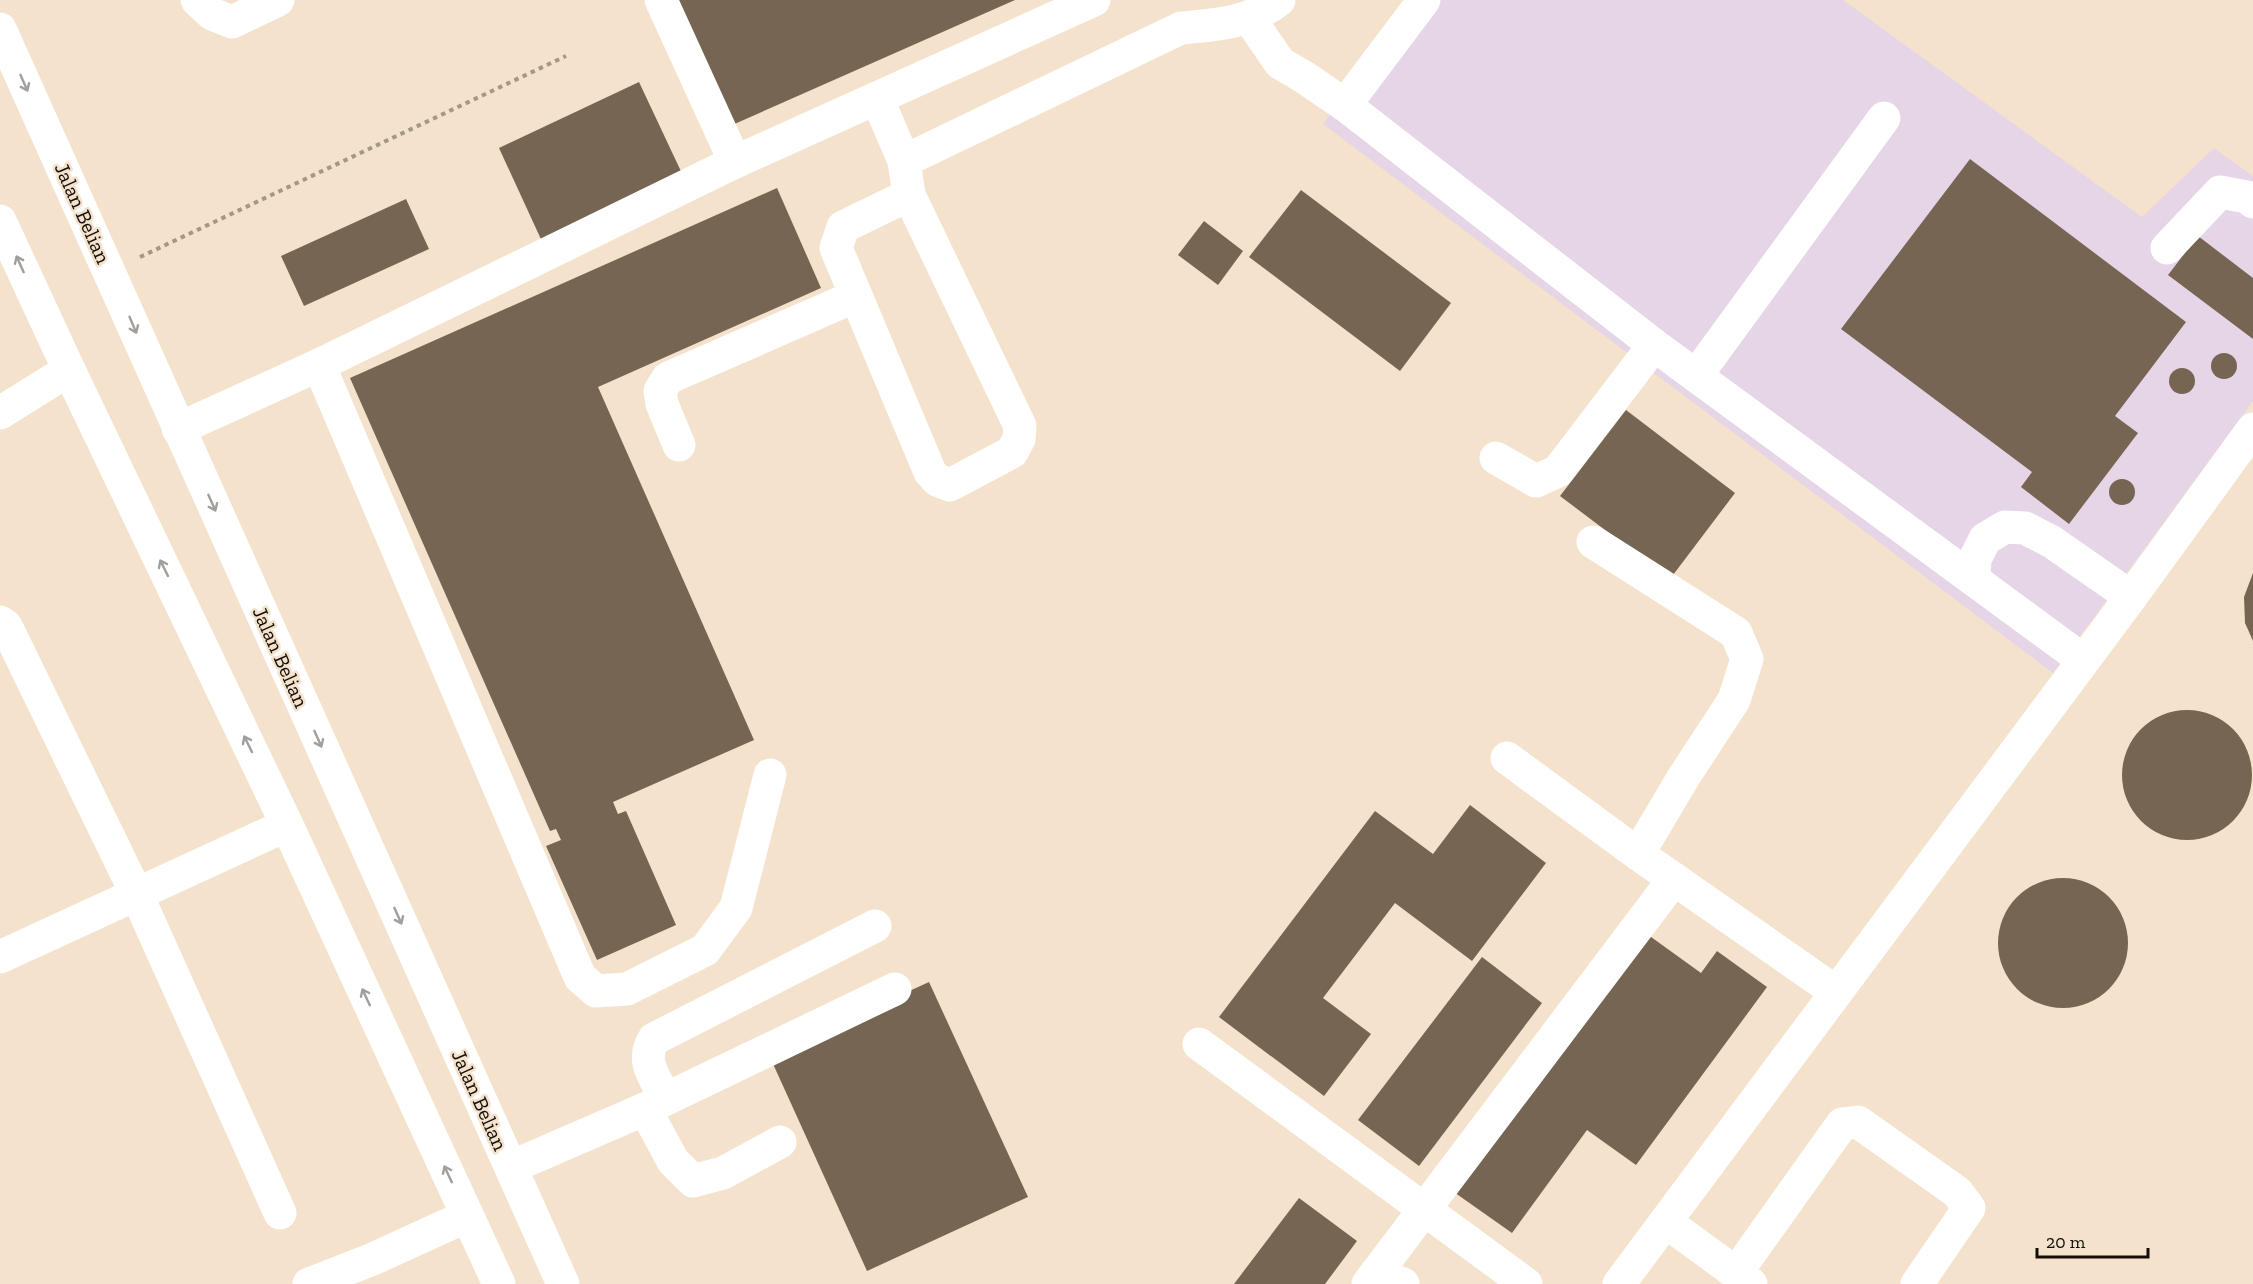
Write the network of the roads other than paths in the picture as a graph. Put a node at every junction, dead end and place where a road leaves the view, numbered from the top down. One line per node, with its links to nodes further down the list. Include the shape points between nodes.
1 (197, 0): 2 (street, via 212,14 232,22)
2 (278, 0)
3 (661, 0): 13 (street)
4 (1094, 0): 9 (street)
5 (1279, 0): 7 (street)
6 (1424, 0): 10 (street)
7 (1248, 18): 10 (street, via 1280,63); 12 (street, via 1181,28)
8 (0, 29): 24 (street, Jalan Belian, one-way to 24)
9 (877, 98): 12 (street); 13 (street)
10 (1345, 105): 19 (street)
11 (1884, 118): 22 (street)
12 (904, 161): 14 (street)
13 (735, 162): 20 (street)
14 (909, 195): 18 (street, via 843,227 836,248); 18 (street, via 1020,426 1019,440 1012,452 950,485 937,480 930,472)
15 (2253, 202): 17 (street, via 2247,197 2220,192)
16 (0, 221): 21 (street, one-way to 16)
17 (2167, 248)
18 (856, 296): 26 (street, via 668,378 660,391 662,404)
19 (1654, 345): 22 (street); 27 (street, via 1558,471 1536,481)
20 (319, 365): 24 (street); 34 (street, via 580,977 596,991 627,990 705,950 736,908)
21 (69, 370): 23 (street); 35 (street, one-way to 21)
22 (1695, 376): 29 (street)
23 (0, 413)
24 (178, 429): 46 (street, Jalan Belian, one-way to 46)
25 (2253, 429): 30 (street)
26 (680, 445)
27 (1496, 458)
28 (1593, 542): 36 (street, via 1736,633 1747,659 1734,700)
29 (1974, 580): 30 (street, via 1975,559 1985,539 2006,527 2025,528); 32 (street)
30 (2131, 597): 32 (street)
31 (0, 622): 38 (street, via 6,626)
32 (2083, 660): 42 (street)
33 (1508, 758): 36 (street)
34 (770, 775)
35 (287, 825): 38 (street); 49 (street, one-way to 35)
36 (1638, 854): 37 (street)
37 (1674, 879): 42 (street); 47 (street)
38 (137, 895): 40 (street); 48 (street)
39 (874, 926): 44 (street, via 654,1039 647,1050)
40 (0, 957)
41 (896, 989): 44 (street)
42 (1836, 992): 50 (street)
43 (1199, 1044): 47 (street)
44 (656, 1104): 45 (street, via 673,1161 693,1181 723,1173); 46 (street)
45 (780, 1142)
46 (511, 1167): 55 (street, Jalan Belian)
47 (1424, 1208): 52 (street); 56 (street)
48 (280, 1213)
49 (467, 1216): 53 (street); 54 (street)
50 (1666, 1222): 51 (street); 57 (street)
51 (1744, 1279): 58 (street, via 1842,1124 1858,1122 1957,1192 1969,1208)
52 (1383, 1280)
53 (309, 1284)
54 (499, 1284)
55 (563, 1284)
56 (1526, 1284)
57 (1619, 1284)
58 (1917, 1284)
──────────────────────────────
Restate the entries above word for word, and keep the pictures out.

Answer to the exercise:
Write the network of the roads other than paths in the picture as a graph. Put a node at every junction, dead end and place where a road leaves the view, numbered from the top down. One line per node, with its links to nodes further down the list. Include the shape points between nodes.
1 (197, 0): 2 (street, via 212,14 232,22)
2 (278, 0)
3 (661, 0): 13 (street)
4 (1094, 0): 9 (street)
5 (1279, 0): 7 (street)
6 (1424, 0): 10 (street)
7 (1248, 18): 10 (street, via 1280,63); 12 (street, via 1181,28)
8 (0, 29): 24 (street, Jalan Belian, one-way to 24)
9 (877, 98): 12 (street); 13 (street)
10 (1345, 105): 19 (street)
11 (1884, 118): 22 (street)
12 (904, 161): 14 (street)
13 (735, 162): 20 (street)
14 (909, 195): 18 (street, via 843,227 836,248); 18 (street, via 1020,426 1019,440 1012,452 950,485 937,480 930,472)
15 (2253, 202): 17 (street, via 2247,197 2220,192)
16 (0, 221): 21 (street, one-way to 16)
17 (2167, 248)
18 (856, 296): 26 (street, via 668,378 660,391 662,404)
19 (1654, 345): 22 (street); 27 (street, via 1558,471 1536,481)
20 (319, 365): 24 (street); 34 (street, via 580,977 596,991 627,990 705,950 736,908)
21 (69, 370): 23 (street); 35 (street, one-way to 21)
22 (1695, 376): 29 (street)
23 (0, 413)
24 (178, 429): 46 (street, Jalan Belian, one-way to 46)
25 (2253, 429): 30 (street)
26 (680, 445)
27 (1496, 458)
28 (1593, 542): 36 (street, via 1736,633 1747,659 1734,700)
29 (1974, 580): 30 (street, via 1975,559 1985,539 2006,527 2025,528); 32 (street)
30 (2131, 597): 32 (street)
31 (0, 622): 38 (street, via 6,626)
32 (2083, 660): 42 (street)
33 (1508, 758): 36 (street)
34 (770, 775)
35 (287, 825): 38 (street); 49 (street, one-way to 35)
36 (1638, 854): 37 (street)
37 (1674, 879): 42 (street); 47 (street)
38 (137, 895): 40 (street); 48 (street)
39 (874, 926): 44 (street, via 654,1039 647,1050)
40 (0, 957)
41 (896, 989): 44 (street)
42 (1836, 992): 50 (street)
43 (1199, 1044): 47 (street)
44 (656, 1104): 45 (street, via 673,1161 693,1181 723,1173); 46 (street)
45 (780, 1142)
46 (511, 1167): 55 (street, Jalan Belian)
47 (1424, 1208): 52 (street); 56 (street)
48 (280, 1213)
49 (467, 1216): 53 (street); 54 (street)
50 (1666, 1222): 51 (street); 57 (street)
51 (1744, 1279): 58 (street, via 1842,1124 1858,1122 1957,1192 1969,1208)
52 (1383, 1280)
53 (309, 1284)
54 (499, 1284)
55 (563, 1284)
56 (1526, 1284)
57 (1619, 1284)
58 (1917, 1284)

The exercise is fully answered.